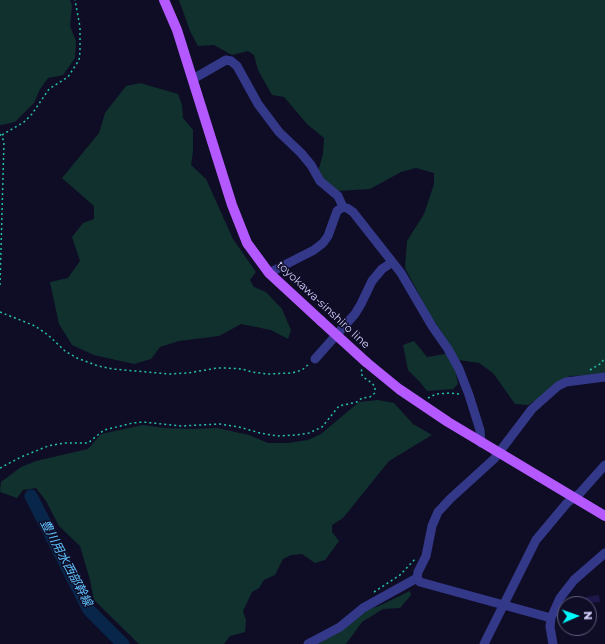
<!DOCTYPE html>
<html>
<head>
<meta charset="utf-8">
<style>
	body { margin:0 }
	#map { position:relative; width:605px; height:644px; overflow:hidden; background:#0f0d26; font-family:Montserrat,sans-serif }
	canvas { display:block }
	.north { position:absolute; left:557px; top:596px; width:40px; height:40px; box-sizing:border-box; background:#0f0d26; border:1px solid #5e5c7d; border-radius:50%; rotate:88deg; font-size:11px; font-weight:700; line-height:16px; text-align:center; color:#d4d2ff }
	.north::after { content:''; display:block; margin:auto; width:14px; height:18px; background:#00f9fd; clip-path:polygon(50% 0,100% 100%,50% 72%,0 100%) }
</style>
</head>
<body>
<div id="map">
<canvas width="605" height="644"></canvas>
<div class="north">N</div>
</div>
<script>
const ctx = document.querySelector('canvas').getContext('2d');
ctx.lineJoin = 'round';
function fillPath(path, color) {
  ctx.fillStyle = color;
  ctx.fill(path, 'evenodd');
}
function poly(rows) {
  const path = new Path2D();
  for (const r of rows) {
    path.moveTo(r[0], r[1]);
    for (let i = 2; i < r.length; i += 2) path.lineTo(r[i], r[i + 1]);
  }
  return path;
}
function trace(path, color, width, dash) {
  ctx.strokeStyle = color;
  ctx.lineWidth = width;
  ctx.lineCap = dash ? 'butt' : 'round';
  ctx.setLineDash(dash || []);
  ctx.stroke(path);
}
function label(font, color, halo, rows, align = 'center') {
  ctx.font = font + ' Montserrat,"Noto Sans JP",sans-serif';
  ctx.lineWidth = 3;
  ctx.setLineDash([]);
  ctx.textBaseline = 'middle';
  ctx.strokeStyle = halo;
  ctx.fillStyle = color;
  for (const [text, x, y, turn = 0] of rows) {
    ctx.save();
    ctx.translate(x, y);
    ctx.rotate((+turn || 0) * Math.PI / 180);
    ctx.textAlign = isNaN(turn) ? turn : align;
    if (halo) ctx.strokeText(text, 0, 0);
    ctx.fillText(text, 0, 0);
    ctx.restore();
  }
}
const green = poly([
	[0,0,70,0,72,6,70,26,76,41,75,58,63,75,48,78,40,89,34,103,15,122,1,125,0,125],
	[179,0,605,0,605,372,600,375,570,376,560,381,541,397,528,405,515,404,493,373,479,363,459,360,455,369,458,384,453,389,427,391,420,382,408,370,403,345,414,341,427,357,445,354,447,340,429,313,405,268,407,241,424,214,434,184,434,173,416,168,401,172,370,189,337,191,324,184,318,172,323,154,324,138,307,124,284,97,272,95,258,70,254,55,248,51,232,55,214,45,198,46,190,31],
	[140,83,178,94,182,105,183,118,193,130,193,151,191,165,206,179,233,239,256,272,250,280,254,287,266,292,282,309,291,330,288,339,271,330,241,324,219,336,179,341,160,347,151,359,134,364,94,355,72,345,59,324,50,282,68,278,80,261,72,237,83,223,94,219,94,206,62,178,99,133,105,113,126,86],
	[378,400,394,403,413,424,432,435,389,461,343,518,332,525,332,532,339,541,325,560,315,563,302,554,291,555,283,559,275,575,264,580,259,588,252,592,243,611,246,620,245,632,230,636,224,644,139,644,94,600,90,580,80,546,59,526,46,501,36,488,23,490,17,498,0,492,1,482,21,467,36,461,88,449,101,434,143,425,164,428,192,429,217,428,249,435,268,443,288,443,308,440,321,434,359,402],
	[410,591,411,595,400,608,383,609,362,622,346,644,317,644,363,611,379,606]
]);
const river = poly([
	[31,496,89,610,123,644]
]);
const building = poly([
	[599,595,600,602,586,603,586,597]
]);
const path = poly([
	[0,134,4,141,0,285],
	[2,135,24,122,32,114,49,89,68,77,79,60,80,52,80,27,75,0],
	[0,312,35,326,48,335,65,351,77,358,98,366,113,369,169,374,188,373,217,368,226,368,242,369,252,372,268,374,292,373,302,370,309,364],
	[590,370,600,364,605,358],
	[428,398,436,394,450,393,459,394],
	[0,468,21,457,48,446,64,443,88,443,104,430,133,423,143,422,182,426,220,424,239,427,260,433,277,436,296,435,309,433,322,427,339,406,357,402,362,398,370,397,375,393,375,387,372,383,363,377,361,373,362,368],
	[374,592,400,575,416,558],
	[568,604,571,602]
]);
const street = poly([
	[193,79,226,60,231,61,237,66,258,104,279,132,301,153,311,165,320,181,338,196,343,207],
	[269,273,314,250,323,243,328,236,337,211,343,207,347,208,353,212,401,273,432,326,448,349,459,369,469,395,480,430,481,443],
	[315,359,355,314,361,304,372,281,382,269,391,263],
	[417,578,418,572,426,556,432,526,438,512,450,499,494,459,532,409,558,386,566,382,605,377],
	[551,618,560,598,574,580,605,553],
	[308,644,340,627,363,608,417,578,420,582,551,618,550,627,553,644],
	[484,644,536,540,567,503,580,493,605,465]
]);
const primary = poly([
	[164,0,177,30,232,205,247,243,269,273,321,321],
	[366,362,399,389,448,422,605,516]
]);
const primaryBridge = poly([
	[321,321,366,362]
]);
const streetNames = [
	["toyokawa-sinshiro line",323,305,43]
];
const waterNames = [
	["豊川用水西部幹線",66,563,62]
];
fillPath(green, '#10312d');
trace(river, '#08264a', 13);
fillPath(building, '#1d1849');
trace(path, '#25c0aa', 1.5, [2, 3]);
trace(street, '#343889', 9);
trace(primary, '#b359ff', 10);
trace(primaryBridge, '#b359ff', 10);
label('11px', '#d4d2ff', '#0f0d26', streetNames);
label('italic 12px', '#60c3ff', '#0f0d26', waterNames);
</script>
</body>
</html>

────────

• **Goal of the exercise**: From the listing above, return the lines starting at the one with "path.moveTo(r[0], r[1]);" and ending at the one with "ctx.setLineDash(dash || []);", both kept, exactly as they appear and nothing more.

• **Response area**:
    path.moveTo(r[0], r[1]);
    for (let i = 2; i < r.length; i += 2) path.lineTo(r[i], r[i + 1]);
  }
  return path;
}
function trace(path, color, width, dash) {
  ctx.strokeStyle = color;
  ctx.lineWidth = width;
  ctx.lineCap = dash ? 'butt' : 'round';
  ctx.setLineDash(dash || []);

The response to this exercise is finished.